## WHAT THE TASK ASKS
Nothing in the data may change. Copy all of it exactly.

## SUPPLIED MATERIAL

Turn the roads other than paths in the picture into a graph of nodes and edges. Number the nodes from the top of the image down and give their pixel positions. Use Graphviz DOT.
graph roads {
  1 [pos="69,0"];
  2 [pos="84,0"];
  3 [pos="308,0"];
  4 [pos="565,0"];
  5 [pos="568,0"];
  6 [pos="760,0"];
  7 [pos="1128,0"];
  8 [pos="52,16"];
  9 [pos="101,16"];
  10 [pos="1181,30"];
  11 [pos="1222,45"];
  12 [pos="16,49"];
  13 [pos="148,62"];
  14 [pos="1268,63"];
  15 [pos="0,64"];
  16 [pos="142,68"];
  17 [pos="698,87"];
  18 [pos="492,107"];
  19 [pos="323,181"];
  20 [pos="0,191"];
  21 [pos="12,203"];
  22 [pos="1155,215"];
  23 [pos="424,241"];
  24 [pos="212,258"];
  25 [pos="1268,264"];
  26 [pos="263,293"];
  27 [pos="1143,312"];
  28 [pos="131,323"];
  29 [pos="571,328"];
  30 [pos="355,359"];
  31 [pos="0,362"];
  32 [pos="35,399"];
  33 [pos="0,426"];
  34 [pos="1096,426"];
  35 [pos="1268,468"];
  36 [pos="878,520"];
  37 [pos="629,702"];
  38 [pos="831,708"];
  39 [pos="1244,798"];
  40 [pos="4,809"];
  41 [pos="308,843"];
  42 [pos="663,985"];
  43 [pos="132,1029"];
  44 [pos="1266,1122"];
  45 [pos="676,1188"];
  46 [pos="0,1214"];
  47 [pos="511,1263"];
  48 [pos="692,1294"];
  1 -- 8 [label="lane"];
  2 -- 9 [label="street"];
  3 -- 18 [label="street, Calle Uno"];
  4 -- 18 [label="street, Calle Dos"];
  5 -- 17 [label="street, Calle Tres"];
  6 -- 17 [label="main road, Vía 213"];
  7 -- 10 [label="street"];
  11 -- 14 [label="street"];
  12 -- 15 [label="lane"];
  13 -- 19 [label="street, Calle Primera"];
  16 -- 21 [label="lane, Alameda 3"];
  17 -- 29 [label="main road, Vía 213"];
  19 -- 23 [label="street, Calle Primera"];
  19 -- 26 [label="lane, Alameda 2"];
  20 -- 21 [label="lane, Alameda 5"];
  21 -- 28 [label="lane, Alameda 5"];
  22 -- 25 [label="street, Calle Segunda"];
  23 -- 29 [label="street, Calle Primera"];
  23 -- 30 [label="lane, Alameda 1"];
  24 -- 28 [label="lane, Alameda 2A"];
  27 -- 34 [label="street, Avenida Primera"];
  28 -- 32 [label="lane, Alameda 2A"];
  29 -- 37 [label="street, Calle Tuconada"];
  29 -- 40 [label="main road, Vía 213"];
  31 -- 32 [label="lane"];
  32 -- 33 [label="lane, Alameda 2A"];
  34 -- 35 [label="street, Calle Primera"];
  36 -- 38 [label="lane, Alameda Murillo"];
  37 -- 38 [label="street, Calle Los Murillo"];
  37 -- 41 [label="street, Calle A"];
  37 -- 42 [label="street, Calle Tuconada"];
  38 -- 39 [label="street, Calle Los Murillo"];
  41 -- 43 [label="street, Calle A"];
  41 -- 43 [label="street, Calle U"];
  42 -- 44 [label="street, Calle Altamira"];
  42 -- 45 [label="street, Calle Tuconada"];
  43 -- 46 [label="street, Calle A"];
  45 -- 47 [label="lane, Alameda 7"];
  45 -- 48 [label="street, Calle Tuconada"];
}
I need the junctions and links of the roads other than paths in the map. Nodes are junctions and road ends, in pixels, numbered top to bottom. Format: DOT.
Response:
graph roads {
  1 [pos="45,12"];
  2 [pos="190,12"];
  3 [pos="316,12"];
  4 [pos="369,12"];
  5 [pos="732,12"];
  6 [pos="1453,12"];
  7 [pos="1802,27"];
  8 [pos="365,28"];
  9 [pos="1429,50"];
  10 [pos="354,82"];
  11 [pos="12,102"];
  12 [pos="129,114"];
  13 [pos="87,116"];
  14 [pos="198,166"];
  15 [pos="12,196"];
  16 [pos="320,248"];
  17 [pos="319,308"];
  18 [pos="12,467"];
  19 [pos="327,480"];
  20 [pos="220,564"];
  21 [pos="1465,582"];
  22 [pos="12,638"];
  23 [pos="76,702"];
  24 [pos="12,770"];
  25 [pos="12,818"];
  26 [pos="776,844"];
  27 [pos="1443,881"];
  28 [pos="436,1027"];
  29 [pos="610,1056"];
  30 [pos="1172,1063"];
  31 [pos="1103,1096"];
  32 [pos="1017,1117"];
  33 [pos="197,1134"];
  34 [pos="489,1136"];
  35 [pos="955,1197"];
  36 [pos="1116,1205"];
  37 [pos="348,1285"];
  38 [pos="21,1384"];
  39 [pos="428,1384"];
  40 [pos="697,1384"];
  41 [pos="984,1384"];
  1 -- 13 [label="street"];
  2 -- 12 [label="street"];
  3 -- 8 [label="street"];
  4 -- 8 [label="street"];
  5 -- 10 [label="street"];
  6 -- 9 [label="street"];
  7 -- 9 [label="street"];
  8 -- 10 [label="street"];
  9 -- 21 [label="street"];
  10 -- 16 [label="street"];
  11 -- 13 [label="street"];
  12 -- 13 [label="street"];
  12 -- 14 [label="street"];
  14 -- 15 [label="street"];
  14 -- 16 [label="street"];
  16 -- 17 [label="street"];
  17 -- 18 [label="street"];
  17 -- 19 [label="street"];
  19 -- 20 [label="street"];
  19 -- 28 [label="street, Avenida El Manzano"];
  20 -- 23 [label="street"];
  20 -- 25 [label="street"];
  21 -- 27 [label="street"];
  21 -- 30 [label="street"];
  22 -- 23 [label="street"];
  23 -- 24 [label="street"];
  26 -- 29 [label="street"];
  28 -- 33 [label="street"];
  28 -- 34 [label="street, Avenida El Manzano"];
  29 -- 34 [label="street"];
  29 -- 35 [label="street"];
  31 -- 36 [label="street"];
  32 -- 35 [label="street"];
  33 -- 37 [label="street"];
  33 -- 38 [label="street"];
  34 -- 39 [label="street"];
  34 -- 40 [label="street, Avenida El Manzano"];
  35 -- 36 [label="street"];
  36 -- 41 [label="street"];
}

## FINISHED TASK
Turn the roads other than paths in the picture into a graph of nodes and edges. Number the nodes from the top of the image down and give their pixel positions. Use Graphviz DOT.
graph roads {
  1 [pos="69,0"];
  2 [pos="84,0"];
  3 [pos="308,0"];
  4 [pos="565,0"];
  5 [pos="568,0"];
  6 [pos="760,0"];
  7 [pos="1128,0"];
  8 [pos="52,16"];
  9 [pos="101,16"];
  10 [pos="1181,30"];
  11 [pos="1222,45"];
  12 [pos="16,49"];
  13 [pos="148,62"];
  14 [pos="1268,63"];
  15 [pos="0,64"];
  16 [pos="142,68"];
  17 [pos="698,87"];
  18 [pos="492,107"];
  19 [pos="323,181"];
  20 [pos="0,191"];
  21 [pos="12,203"];
  22 [pos="1155,215"];
  23 [pos="424,241"];
  24 [pos="212,258"];
  25 [pos="1268,264"];
  26 [pos="263,293"];
  27 [pos="1143,312"];
  28 [pos="131,323"];
  29 [pos="571,328"];
  30 [pos="355,359"];
  31 [pos="0,362"];
  32 [pos="35,399"];
  33 [pos="0,426"];
  34 [pos="1096,426"];
  35 [pos="1268,468"];
  36 [pos="878,520"];
  37 [pos="629,702"];
  38 [pos="831,708"];
  39 [pos="1244,798"];
  40 [pos="4,809"];
  41 [pos="308,843"];
  42 [pos="663,985"];
  43 [pos="132,1029"];
  44 [pos="1266,1122"];
  45 [pos="676,1188"];
  46 [pos="0,1214"];
  47 [pos="511,1263"];
  48 [pos="692,1294"];
  1 -- 8 [label="lane"];
  2 -- 9 [label="street"];
  3 -- 18 [label="street, Calle Uno"];
  4 -- 18 [label="street, Calle Dos"];
  5 -- 17 [label="street, Calle Tres"];
  6 -- 17 [label="main road, Vía 213"];
  7 -- 10 [label="street"];
  11 -- 14 [label="street"];
  12 -- 15 [label="lane"];
  13 -- 19 [label="street, Calle Primera"];
  16 -- 21 [label="lane, Alameda 3"];
  17 -- 29 [label="main road, Vía 213"];
  19 -- 23 [label="street, Calle Primera"];
  19 -- 26 [label="lane, Alameda 2"];
  20 -- 21 [label="lane, Alameda 5"];
  21 -- 28 [label="lane, Alameda 5"];
  22 -- 25 [label="street, Calle Segunda"];
  23 -- 29 [label="street, Calle Primera"];
  23 -- 30 [label="lane, Alameda 1"];
  24 -- 28 [label="lane, Alameda 2A"];
  27 -- 34 [label="street, Avenida Primera"];
  28 -- 32 [label="lane, Alameda 2A"];
  29 -- 37 [label="street, Calle Tuconada"];
  29 -- 40 [label="main road, Vía 213"];
  31 -- 32 [label="lane"];
  32 -- 33 [label="lane, Alameda 2A"];
  34 -- 35 [label="street, Calle Primera"];
  36 -- 38 [label="lane, Alameda Murillo"];
  37 -- 38 [label="street, Calle Los Murillo"];
  37 -- 41 [label="street, Calle A"];
  37 -- 42 [label="street, Calle Tuconada"];
  38 -- 39 [label="street, Calle Los Murillo"];
  41 -- 43 [label="street, Calle A"];
  41 -- 43 [label="street, Calle U"];
  42 -- 44 [label="street, Calle Altamira"];
  42 -- 45 [label="street, Calle Tuconada"];
  43 -- 46 [label="street, Calle A"];
  45 -- 47 [label="lane, Alameda 7"];
  45 -- 48 [label="street, Calle Tuconada"];
}
I need the junctions and links of the roads other than paths in the map. Nodes are junctions and road ends, in pixels, numbered top to bottom. Format: DOT.
Response:
graph roads {
  1 [pos="45,12"];
  2 [pos="190,12"];
  3 [pos="316,12"];
  4 [pos="369,12"];
  5 [pos="732,12"];
  6 [pos="1453,12"];
  7 [pos="1802,27"];
  8 [pos="365,28"];
  9 [pos="1429,50"];
  10 [pos="354,82"];
  11 [pos="12,102"];
  12 [pos="129,114"];
  13 [pos="87,116"];
  14 [pos="198,166"];
  15 [pos="12,196"];
  16 [pos="320,248"];
  17 [pos="319,308"];
  18 [pos="12,467"];
  19 [pos="327,480"];
  20 [pos="220,564"];
  21 [pos="1465,582"];
  22 [pos="12,638"];
  23 [pos="76,702"];
  24 [pos="12,770"];
  25 [pos="12,818"];
  26 [pos="776,844"];
  27 [pos="1443,881"];
  28 [pos="436,1027"];
  29 [pos="610,1056"];
  30 [pos="1172,1063"];
  31 [pos="1103,1096"];
  32 [pos="1017,1117"];
  33 [pos="197,1134"];
  34 [pos="489,1136"];
  35 [pos="955,1197"];
  36 [pos="1116,1205"];
  37 [pos="348,1285"];
  38 [pos="21,1384"];
  39 [pos="428,1384"];
  40 [pos="697,1384"];
  41 [pos="984,1384"];
  1 -- 13 [label="street"];
  2 -- 12 [label="street"];
  3 -- 8 [label="street"];
  4 -- 8 [label="street"];
  5 -- 10 [label="street"];
  6 -- 9 [label="street"];
  7 -- 9 [label="street"];
  8 -- 10 [label="street"];
  9 -- 21 [label="street"];
  10 -- 16 [label="street"];
  11 -- 13 [label="street"];
  12 -- 13 [label="street"];
  12 -- 14 [label="street"];
  14 -- 15 [label="street"];
  14 -- 16 [label="street"];
  16 -- 17 [label="street"];
  17 -- 18 [label="street"];
  17 -- 19 [label="street"];
  19 -- 20 [label="street"];
  19 -- 28 [label="street, Avenida El Manzano"];
  20 -- 23 [label="street"];
  20 -- 25 [label="street"];
  21 -- 27 [label="street"];
  21 -- 30 [label="street"];
  22 -- 23 [label="street"];
  23 -- 24 [label="street"];
  26 -- 29 [label="street"];
  28 -- 33 [label="street"];
  28 -- 34 [label="street, Avenida El Manzano"];
  29 -- 34 [label="street"];
  29 -- 35 [label="street"];
  31 -- 36 [label="street"];
  32 -- 35 [label="street"];
  33 -- 37 [label="street"];
  33 -- 38 [label="street"];
  34 -- 39 [label="street"];
  34 -- 40 [label="street, Avenida El Manzano"];
  35 -- 36 [label="street"];
  36 -- 41 [label="street"];
}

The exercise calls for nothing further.